▶ [INFORMATION GIVEN]:
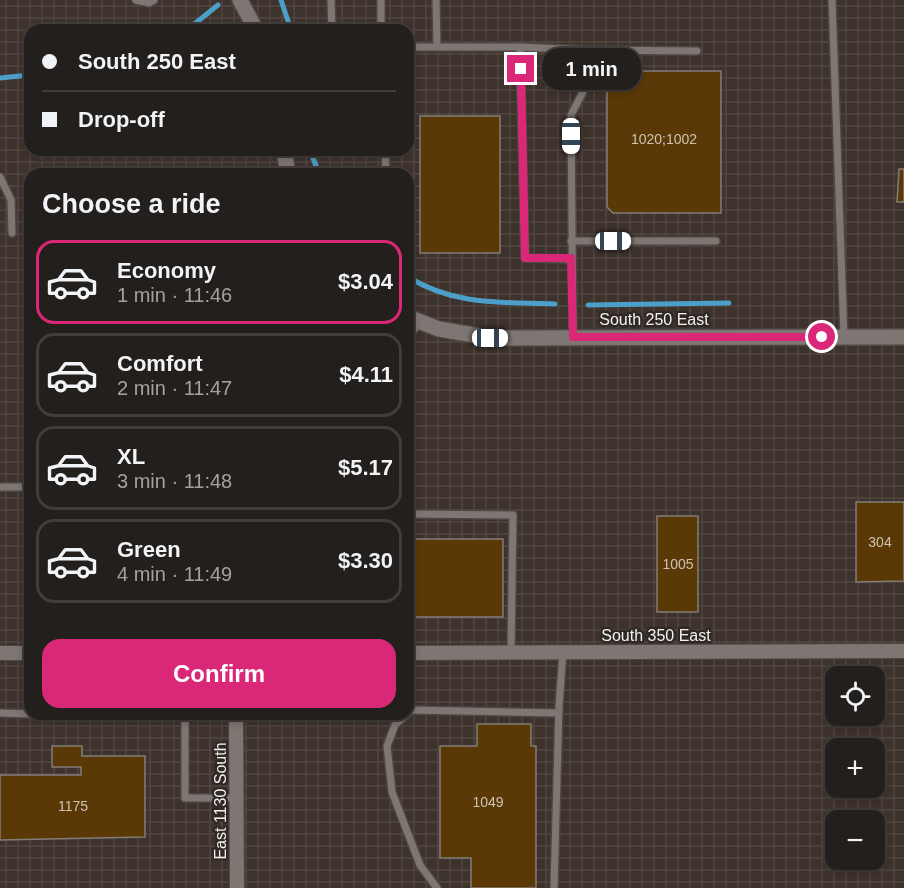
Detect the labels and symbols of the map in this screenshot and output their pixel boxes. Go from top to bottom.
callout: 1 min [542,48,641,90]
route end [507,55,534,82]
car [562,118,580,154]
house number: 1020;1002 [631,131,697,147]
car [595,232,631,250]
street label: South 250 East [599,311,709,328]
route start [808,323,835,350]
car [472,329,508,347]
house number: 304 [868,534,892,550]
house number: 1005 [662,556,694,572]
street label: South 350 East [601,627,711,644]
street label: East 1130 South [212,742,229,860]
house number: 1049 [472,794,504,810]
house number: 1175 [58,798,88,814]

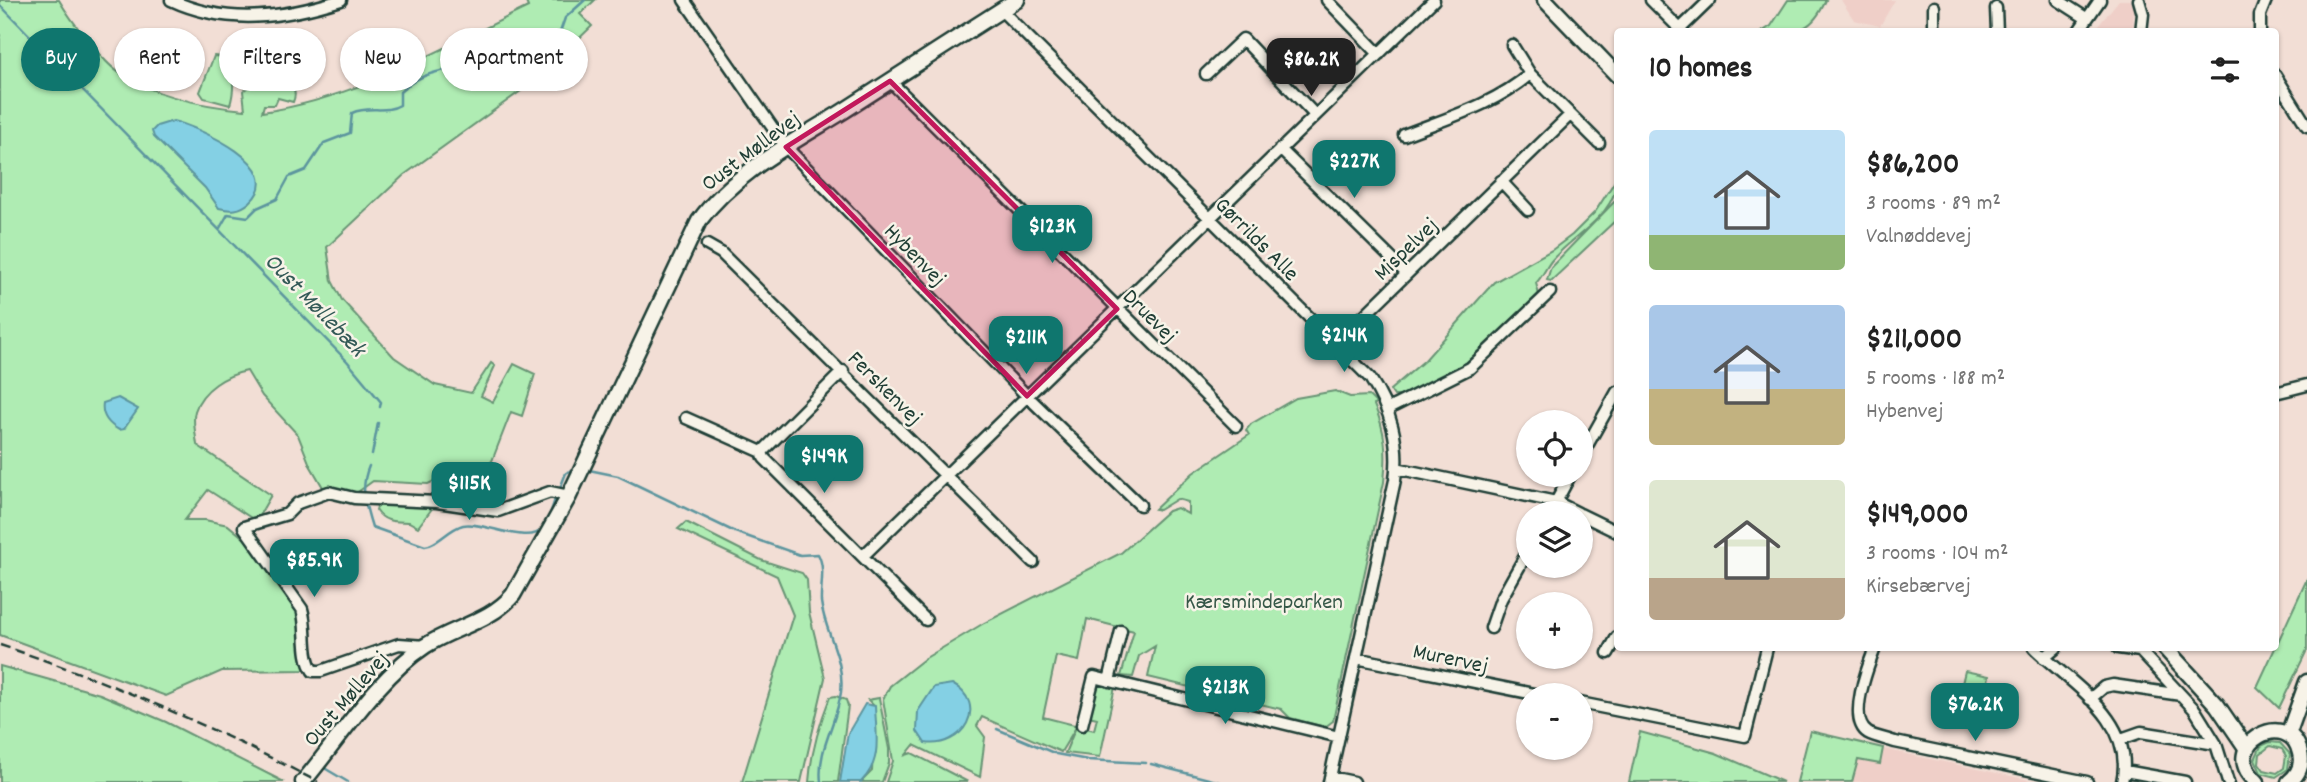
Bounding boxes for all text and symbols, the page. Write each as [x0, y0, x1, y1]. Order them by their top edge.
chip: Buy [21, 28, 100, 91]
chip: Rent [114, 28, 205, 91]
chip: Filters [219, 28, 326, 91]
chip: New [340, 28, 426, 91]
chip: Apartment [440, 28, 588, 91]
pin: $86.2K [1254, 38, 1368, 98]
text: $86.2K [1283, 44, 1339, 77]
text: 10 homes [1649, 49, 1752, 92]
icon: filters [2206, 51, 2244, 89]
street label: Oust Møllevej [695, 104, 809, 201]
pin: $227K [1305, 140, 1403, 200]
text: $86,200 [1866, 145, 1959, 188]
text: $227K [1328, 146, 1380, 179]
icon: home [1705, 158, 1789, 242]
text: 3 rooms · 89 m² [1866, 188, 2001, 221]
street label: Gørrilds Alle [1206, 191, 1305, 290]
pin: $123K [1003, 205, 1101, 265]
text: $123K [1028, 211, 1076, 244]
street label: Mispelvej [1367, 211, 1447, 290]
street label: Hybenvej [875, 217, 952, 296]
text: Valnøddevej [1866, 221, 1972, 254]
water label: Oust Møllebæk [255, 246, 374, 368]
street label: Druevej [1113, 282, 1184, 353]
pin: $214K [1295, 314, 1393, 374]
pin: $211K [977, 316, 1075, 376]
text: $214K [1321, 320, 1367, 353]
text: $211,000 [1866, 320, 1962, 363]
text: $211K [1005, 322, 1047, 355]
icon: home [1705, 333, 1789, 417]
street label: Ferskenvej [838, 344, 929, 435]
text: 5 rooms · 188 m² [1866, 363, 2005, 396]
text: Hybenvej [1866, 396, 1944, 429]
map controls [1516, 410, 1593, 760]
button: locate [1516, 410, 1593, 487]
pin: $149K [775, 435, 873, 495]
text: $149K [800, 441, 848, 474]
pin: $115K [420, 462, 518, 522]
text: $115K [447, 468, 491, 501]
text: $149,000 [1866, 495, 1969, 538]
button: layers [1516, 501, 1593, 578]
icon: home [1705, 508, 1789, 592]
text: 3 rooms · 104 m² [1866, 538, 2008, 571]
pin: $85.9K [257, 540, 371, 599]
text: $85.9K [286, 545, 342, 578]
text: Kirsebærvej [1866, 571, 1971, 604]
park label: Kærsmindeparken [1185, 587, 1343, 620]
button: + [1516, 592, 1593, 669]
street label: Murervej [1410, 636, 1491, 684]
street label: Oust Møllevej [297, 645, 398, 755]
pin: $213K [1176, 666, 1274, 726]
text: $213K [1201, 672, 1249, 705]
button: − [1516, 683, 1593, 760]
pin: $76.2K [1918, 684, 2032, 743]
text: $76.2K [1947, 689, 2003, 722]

==

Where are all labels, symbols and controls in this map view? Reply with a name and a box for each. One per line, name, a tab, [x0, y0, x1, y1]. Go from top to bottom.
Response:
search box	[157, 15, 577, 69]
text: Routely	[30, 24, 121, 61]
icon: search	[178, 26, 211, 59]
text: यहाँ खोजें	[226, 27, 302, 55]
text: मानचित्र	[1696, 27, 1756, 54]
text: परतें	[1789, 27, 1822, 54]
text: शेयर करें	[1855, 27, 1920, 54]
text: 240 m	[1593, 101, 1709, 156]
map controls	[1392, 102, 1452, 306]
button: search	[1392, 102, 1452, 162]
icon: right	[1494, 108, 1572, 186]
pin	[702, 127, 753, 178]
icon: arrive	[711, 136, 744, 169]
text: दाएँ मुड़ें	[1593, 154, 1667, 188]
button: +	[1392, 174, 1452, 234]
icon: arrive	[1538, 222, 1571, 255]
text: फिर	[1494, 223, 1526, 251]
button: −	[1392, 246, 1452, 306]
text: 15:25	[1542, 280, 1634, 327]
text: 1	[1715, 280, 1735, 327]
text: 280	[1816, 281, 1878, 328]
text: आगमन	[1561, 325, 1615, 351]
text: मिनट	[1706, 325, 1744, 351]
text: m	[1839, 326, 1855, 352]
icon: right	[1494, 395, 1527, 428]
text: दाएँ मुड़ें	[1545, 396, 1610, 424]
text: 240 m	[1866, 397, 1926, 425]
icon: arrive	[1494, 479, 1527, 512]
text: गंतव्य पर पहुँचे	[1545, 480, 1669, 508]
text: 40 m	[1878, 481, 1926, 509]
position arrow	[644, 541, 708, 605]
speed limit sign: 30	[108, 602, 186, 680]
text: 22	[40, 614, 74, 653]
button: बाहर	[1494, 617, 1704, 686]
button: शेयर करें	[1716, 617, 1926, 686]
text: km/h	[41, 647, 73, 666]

==

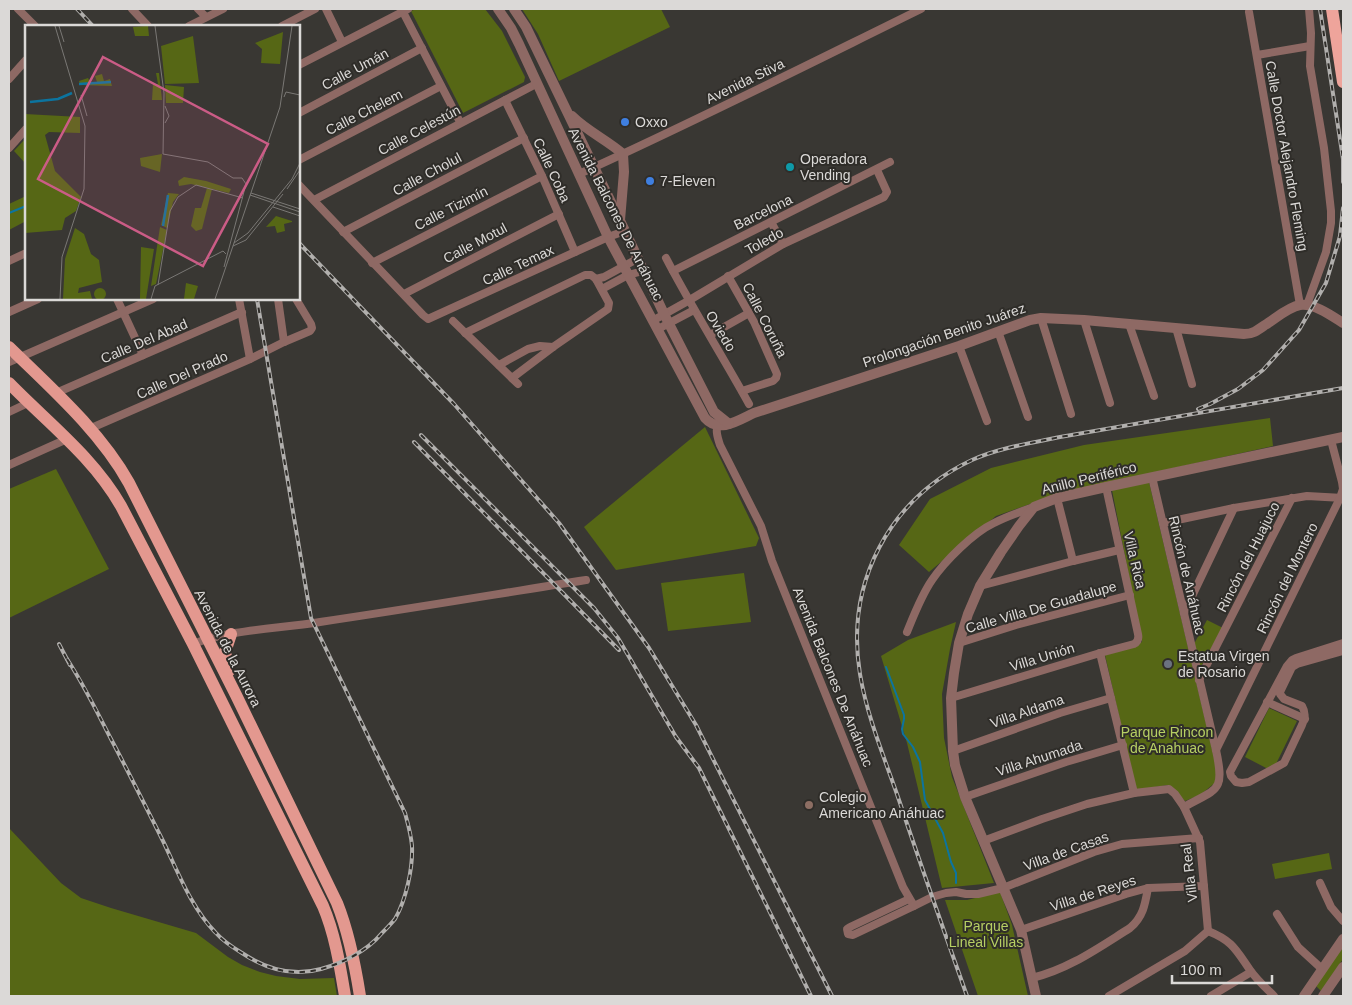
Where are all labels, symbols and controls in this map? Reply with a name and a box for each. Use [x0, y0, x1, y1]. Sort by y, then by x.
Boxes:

▶ [WHAT TO DO]:
Read the entries above and find each line holding the word "name". Copy it out.

▶ [YOUR RESPONSE]:
Where are all labels, symbols and controls in this map view? Reply with a name and a box for each. One per line, name, a tab, [x0, y0, x1, y1]. Go from top to bottom.
Where are all labels, symbols and controls in this map? Reply with a name and a box for each. Use [x0, y0, x1, y1]. Sort by y, then by x.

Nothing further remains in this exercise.